DATA FOR REVIEW

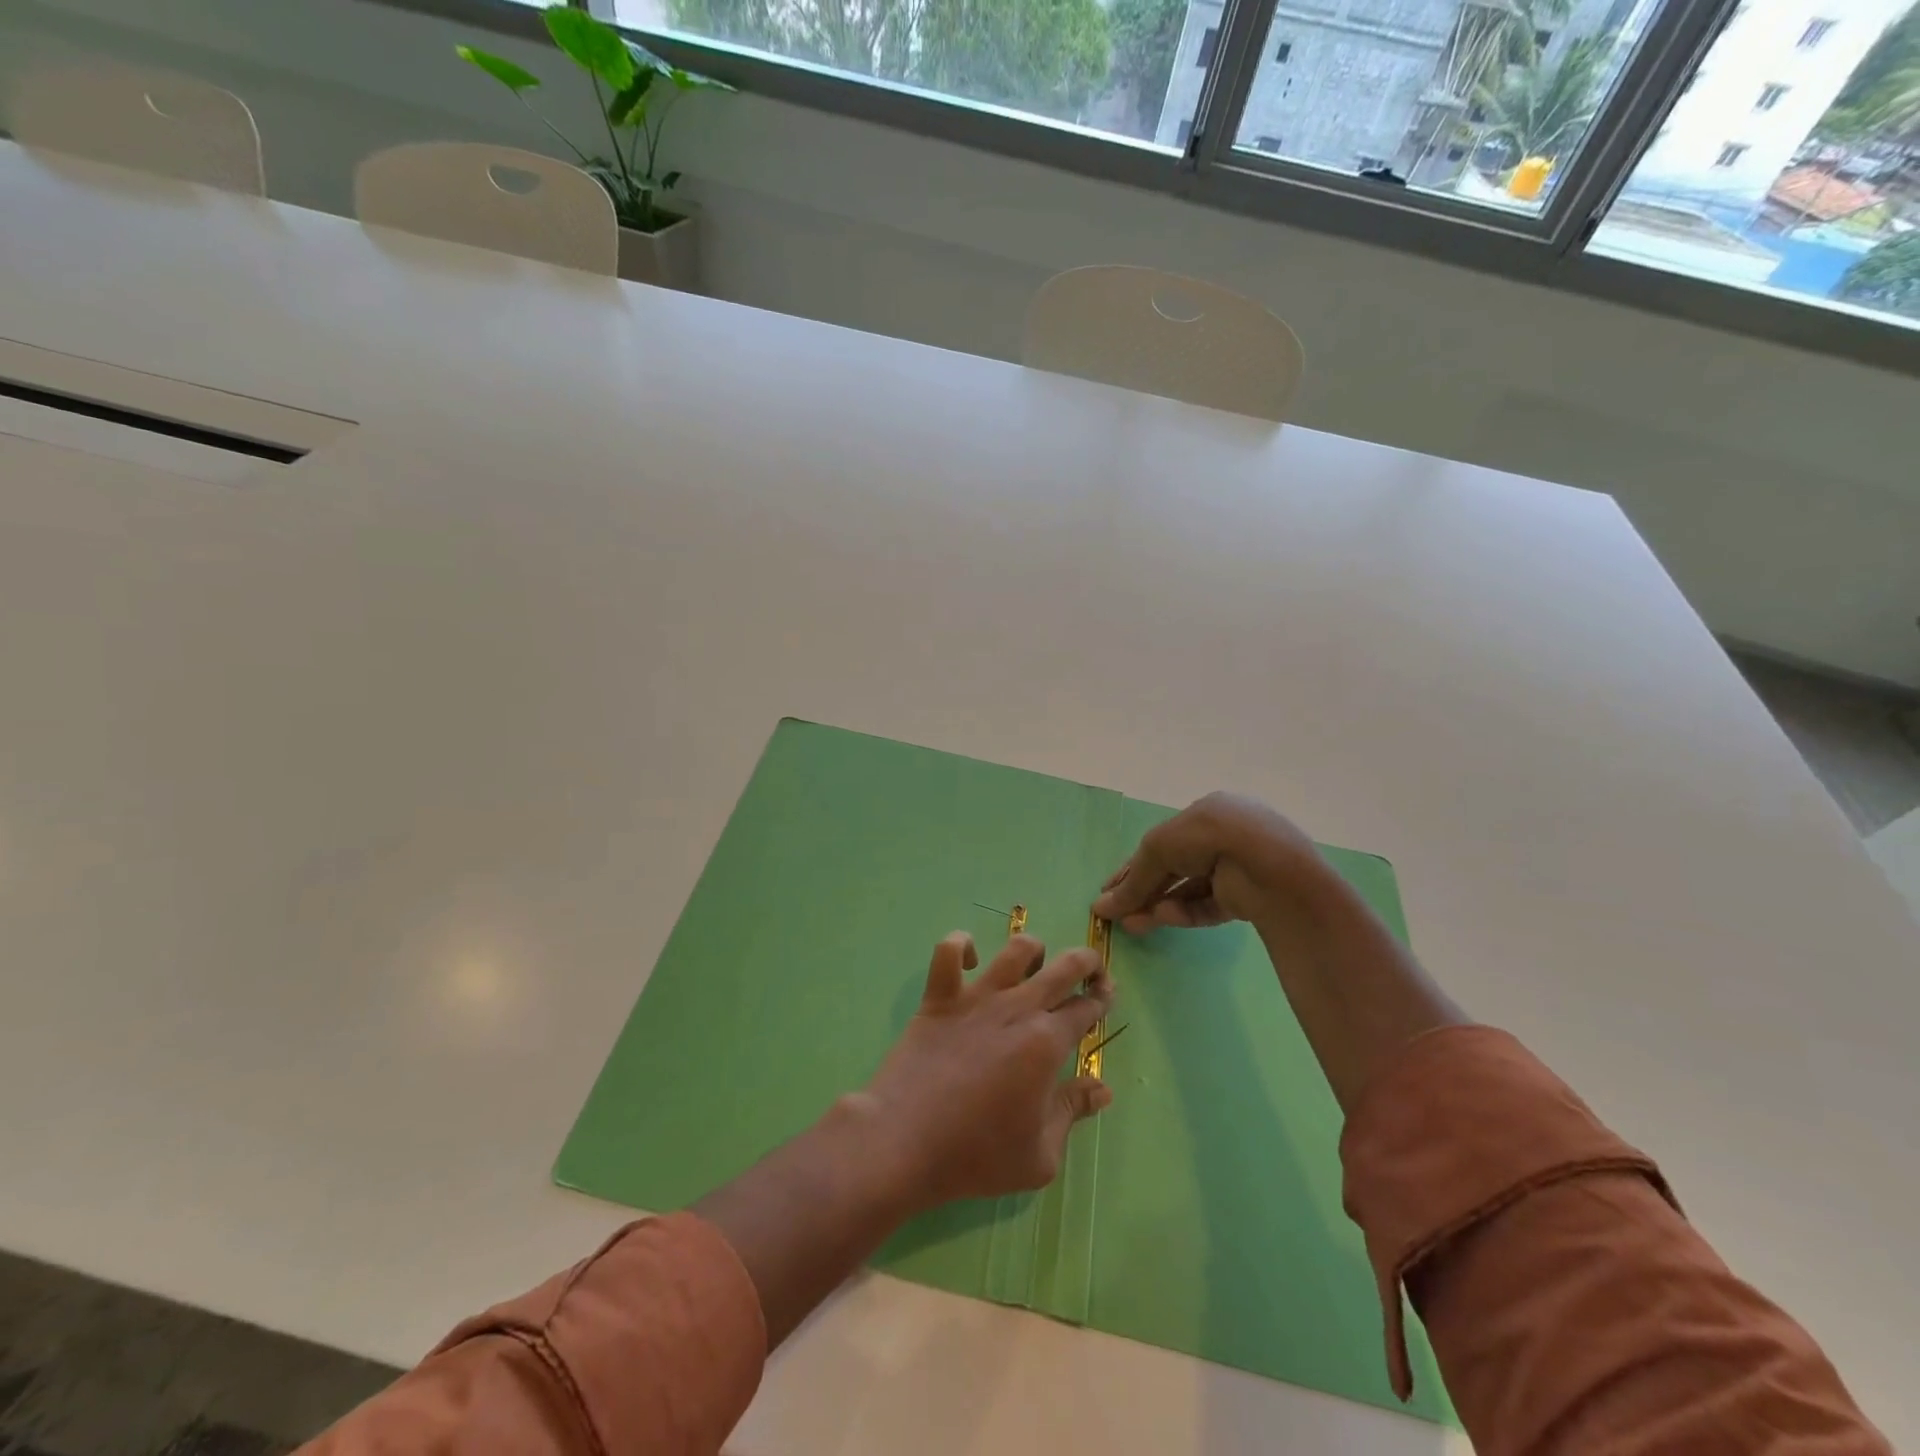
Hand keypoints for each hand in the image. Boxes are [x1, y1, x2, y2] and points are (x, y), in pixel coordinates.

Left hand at [851, 932, 1114, 1213]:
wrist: (904, 1142)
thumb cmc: (975, 1155)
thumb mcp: (1040, 1155)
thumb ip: (1073, 1112)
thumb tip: (1104, 1089)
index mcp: (1046, 1043)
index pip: (1086, 1008)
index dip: (1101, 1001)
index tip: (1104, 1001)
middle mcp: (1017, 1008)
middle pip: (1065, 966)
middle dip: (1088, 962)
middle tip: (1090, 974)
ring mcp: (976, 997)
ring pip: (1016, 949)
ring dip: (1035, 951)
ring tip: (1035, 968)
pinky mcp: (939, 997)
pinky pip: (949, 951)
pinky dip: (962, 946)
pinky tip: (971, 961)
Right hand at [1091, 792, 1335, 933]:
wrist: (1267, 866)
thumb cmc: (1208, 837)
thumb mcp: (1159, 848)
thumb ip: (1133, 879)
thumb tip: (1101, 907)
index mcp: (1207, 812)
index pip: (1163, 841)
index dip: (1133, 865)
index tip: (1108, 889)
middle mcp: (1223, 837)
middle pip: (1173, 868)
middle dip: (1143, 890)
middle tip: (1116, 913)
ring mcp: (1238, 868)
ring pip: (1189, 889)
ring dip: (1158, 905)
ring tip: (1132, 925)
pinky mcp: (1248, 898)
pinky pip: (1209, 905)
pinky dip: (1185, 912)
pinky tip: (1163, 918)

EXERCISE OBJECTIVE
Copy all lines from the data that hold the word "middle".

ANSWER SECTION
middle mcp: (1017, 1008)
middle pip: (1065, 966)
middle dip: (1088, 962)
middle tip: (1090, 974)
middle mcp: (1223, 837)
middle pip: (1173, 868)
middle dip: (1143, 890)
middle tip: (1116, 913)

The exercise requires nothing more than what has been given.